Submitting My PhD Thesis: 4 Years of Energy Neutral Sensors
The moment I submitted my PhD thesis, I went to the pub. This is not a remarkable statement for anyone who’s done a PhD in the UK. What was remarkable was that I genuinely couldn’t remember the last time I’d been to a pub without a laptop. Four years of evenings spent staring at LaTeX will do that to you.
The thesis was called “Promoting Energy Efficiency and Longevity in Energy Neutral Sensor Systems.” If you’ve already glazed over, don’t worry. Most people do too. The short version: I spent four years figuring out how to make wireless sensors that harvest their own energy last longer and waste less of it. Think tiny devices powered by solar cells or vibration harvesters, deployed in places where you can’t change batteries because the location is remote, dangerous, or just really inconvenient.
The Three Research Questions
Every PhD at Imperial needs to demonstrate a “novel contribution to knowledge,” which is the academic way of saying “figure out something nobody else has figured out, and prove it.” Mine broke down into three questions:
First, can we model energy availability accurately enough to predict when a sensor will run out of power? (Yes, but it’s harder than you’d think because weather is involved and weather is chaos.)

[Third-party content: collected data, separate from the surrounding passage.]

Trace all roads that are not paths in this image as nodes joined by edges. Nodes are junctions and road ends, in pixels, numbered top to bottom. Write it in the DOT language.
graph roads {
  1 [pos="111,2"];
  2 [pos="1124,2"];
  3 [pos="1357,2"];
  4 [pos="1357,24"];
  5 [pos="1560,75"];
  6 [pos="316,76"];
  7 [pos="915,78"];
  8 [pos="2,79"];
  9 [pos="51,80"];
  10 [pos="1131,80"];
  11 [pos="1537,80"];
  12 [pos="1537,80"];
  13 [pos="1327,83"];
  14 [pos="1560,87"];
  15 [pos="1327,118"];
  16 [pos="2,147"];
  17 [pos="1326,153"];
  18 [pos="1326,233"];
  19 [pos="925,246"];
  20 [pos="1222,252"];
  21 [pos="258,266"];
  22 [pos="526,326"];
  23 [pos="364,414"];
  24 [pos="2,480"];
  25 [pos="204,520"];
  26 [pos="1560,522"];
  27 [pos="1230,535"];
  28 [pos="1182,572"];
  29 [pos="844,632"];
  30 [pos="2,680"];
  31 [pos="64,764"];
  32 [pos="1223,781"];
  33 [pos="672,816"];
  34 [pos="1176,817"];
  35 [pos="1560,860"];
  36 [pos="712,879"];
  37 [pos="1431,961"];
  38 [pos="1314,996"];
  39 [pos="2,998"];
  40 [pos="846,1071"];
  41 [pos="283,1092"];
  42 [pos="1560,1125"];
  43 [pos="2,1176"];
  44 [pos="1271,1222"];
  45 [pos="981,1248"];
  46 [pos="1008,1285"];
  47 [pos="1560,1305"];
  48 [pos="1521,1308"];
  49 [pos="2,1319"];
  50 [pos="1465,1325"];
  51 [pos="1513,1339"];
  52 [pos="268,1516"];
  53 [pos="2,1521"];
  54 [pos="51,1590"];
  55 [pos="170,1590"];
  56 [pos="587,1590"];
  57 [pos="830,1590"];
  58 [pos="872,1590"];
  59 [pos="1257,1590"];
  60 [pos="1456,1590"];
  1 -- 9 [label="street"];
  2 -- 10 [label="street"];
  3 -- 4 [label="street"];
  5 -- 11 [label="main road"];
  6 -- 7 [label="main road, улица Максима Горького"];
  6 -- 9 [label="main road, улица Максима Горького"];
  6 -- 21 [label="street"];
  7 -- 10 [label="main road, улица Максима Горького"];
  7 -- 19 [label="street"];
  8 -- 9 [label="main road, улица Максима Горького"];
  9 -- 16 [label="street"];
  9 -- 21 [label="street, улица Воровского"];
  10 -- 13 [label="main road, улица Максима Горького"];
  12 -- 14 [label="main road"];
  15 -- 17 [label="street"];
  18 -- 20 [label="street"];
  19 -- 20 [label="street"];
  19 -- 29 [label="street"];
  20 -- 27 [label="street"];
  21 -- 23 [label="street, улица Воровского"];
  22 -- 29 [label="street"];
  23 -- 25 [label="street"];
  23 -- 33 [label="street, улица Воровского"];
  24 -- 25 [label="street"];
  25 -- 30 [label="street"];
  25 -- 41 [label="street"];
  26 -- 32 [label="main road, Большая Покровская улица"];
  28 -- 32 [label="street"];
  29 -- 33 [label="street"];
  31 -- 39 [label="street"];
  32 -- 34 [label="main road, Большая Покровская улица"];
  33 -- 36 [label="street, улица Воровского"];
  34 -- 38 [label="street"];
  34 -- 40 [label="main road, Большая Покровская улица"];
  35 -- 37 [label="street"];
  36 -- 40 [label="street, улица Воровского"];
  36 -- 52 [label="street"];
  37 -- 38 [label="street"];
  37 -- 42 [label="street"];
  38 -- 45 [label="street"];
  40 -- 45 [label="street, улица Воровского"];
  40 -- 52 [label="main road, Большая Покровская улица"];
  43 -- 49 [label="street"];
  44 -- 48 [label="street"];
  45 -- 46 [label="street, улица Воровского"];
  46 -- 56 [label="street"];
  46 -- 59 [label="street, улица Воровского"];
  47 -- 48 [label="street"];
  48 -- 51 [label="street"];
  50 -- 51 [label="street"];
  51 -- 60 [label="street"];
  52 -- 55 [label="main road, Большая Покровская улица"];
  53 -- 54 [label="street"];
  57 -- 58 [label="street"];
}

Second, can we adapt the sensor’s behaviour in real time to match available energy? (Yes, and this is where it gets interesting. The sensor basically learns to be lazy when energy is scarce and productive when it’s abundant.)
Third, can we do all of this without making the sensor so complicated that the overhead eats the savings? (Mostly yes, with caveats that filled about 40 pages of the thesis.)
The total word count was somewhere around 65,000. I generated about 200 figures. The bibliography had 247 entries, of which I’d read approximately 190 with genuine attention and skimmed the rest while telling myself I’d come back to them. I never came back to them.
What a PhD at Imperial Is Actually Like
Here’s the tangent: people outside academia imagine PhD students as brilliant minds working in well-funded labs, pushing the boundaries of human knowledge. The reality, at least in computing at Imperial, is more like being a freelancer who has one very demanding client (your supervisor), no salary negotiation power (the stipend was about £16,500 per year in London, which is an adventure in creative budgeting), and a deliverable that won’t be due for four years, which sounds generous until you realise you’ll spend the first year reading, the second year failing, the third year finally getting results, and the fourth year writing it all up while panicking.
My supervisor was brilliant and supportive, but supervisors are busy people. You learn to be self-directed very quickly, or you don’t finish. I saw both outcomes among my cohort.
The department culture was good. There’s a reason Imperial consistently ranks in the top 10 globally for computing. The people around you are intimidatingly smart, and the seminars expose you to research across the full spectrum. I sat through talks on everything from formal verification to computational neuroscience to privacy-preserving machine learning. Most of it was only tangentially related to my work, but all of it made me a better thinker. I genuinely believe that.
The Viva
The viva voce examination is the final hurdle. Two examiners (one internal, one external) read your entire thesis and then question you on it for two to three hours. Mine lasted about two and a half hours. The internal examiner asked detailed technical questions about my energy models. The external examiner asked broader questions about real-world applicability.
The worst moment was when the external examiner pointed to a graph on page 147 and asked why the error bars were asymmetric. I knew the answer (the distribution was skewed because energy harvesting follows weather patterns, not Gaussian ones) but in the moment my brain decided to present me with a blank screen for about eight seconds. Eight seconds doesn’t sound long. In a viva, it’s geological.
I passed with minor corrections, which is the most common outcome and still felt like winning the lottery. The corrections took about three weeks. Then I was Dr Greg Jackson, which mainly means I can be insufferable at hotel check-in desks.
What I’d Do Differently
I’d write more, earlier. The biggest mistake I made was treating writing as something you do after the research, rather than alongside it. Every supervisor says this. Every PhD student ignores it. I was no exception.
I’d also collaborate more broadly. I spent too long in my own problem space and not enough time working with people in adjacent fields. Some of my best ideas came from conversations with people working on completely different problems.
Would I do a PhD again? Yes, without hesitation. But I’d negotiate a higher stipend. Or at least live further from South Kensington, where a pint costs £6.50 and a flat costs your entire sense of financial security.
The pub after submission was in Fulham. I had a Guinness. It tasted like freedom and hops.